# Action item
Gather all lines in the entries below that include the word "hand".

(Records from a collection)
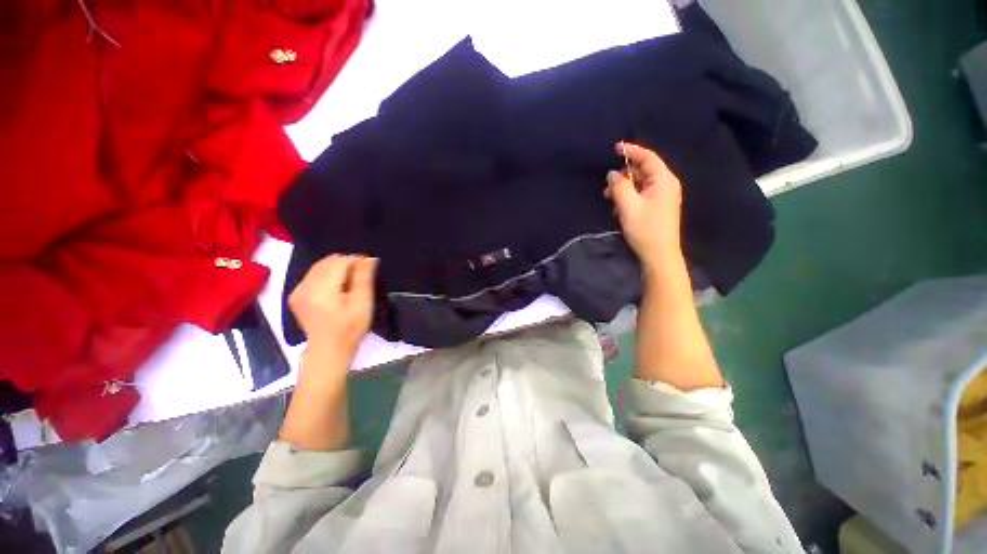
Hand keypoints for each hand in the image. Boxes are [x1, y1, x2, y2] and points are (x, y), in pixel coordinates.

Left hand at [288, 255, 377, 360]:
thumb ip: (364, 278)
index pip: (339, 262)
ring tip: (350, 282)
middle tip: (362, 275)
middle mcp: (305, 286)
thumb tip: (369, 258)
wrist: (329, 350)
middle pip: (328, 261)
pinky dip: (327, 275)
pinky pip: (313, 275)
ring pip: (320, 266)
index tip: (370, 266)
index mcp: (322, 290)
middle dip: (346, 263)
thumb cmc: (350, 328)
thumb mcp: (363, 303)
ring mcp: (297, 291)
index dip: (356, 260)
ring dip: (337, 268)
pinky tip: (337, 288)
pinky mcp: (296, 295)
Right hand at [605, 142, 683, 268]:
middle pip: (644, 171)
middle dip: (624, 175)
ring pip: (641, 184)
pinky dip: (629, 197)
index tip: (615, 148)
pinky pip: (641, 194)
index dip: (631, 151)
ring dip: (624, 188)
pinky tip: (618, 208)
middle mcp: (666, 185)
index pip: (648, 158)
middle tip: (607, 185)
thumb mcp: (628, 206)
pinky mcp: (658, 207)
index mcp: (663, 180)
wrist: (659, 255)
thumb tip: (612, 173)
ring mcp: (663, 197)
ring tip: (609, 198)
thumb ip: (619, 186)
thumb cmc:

# Answer to the exercise
Hand keypoints for each hand in the image. Boxes are [x1, y1, x2, y2] and points are (x, y), in pixel coordinates.
Left hand at [288, 255, 377, 360]:
Right hand at [605, 142, 683, 268]:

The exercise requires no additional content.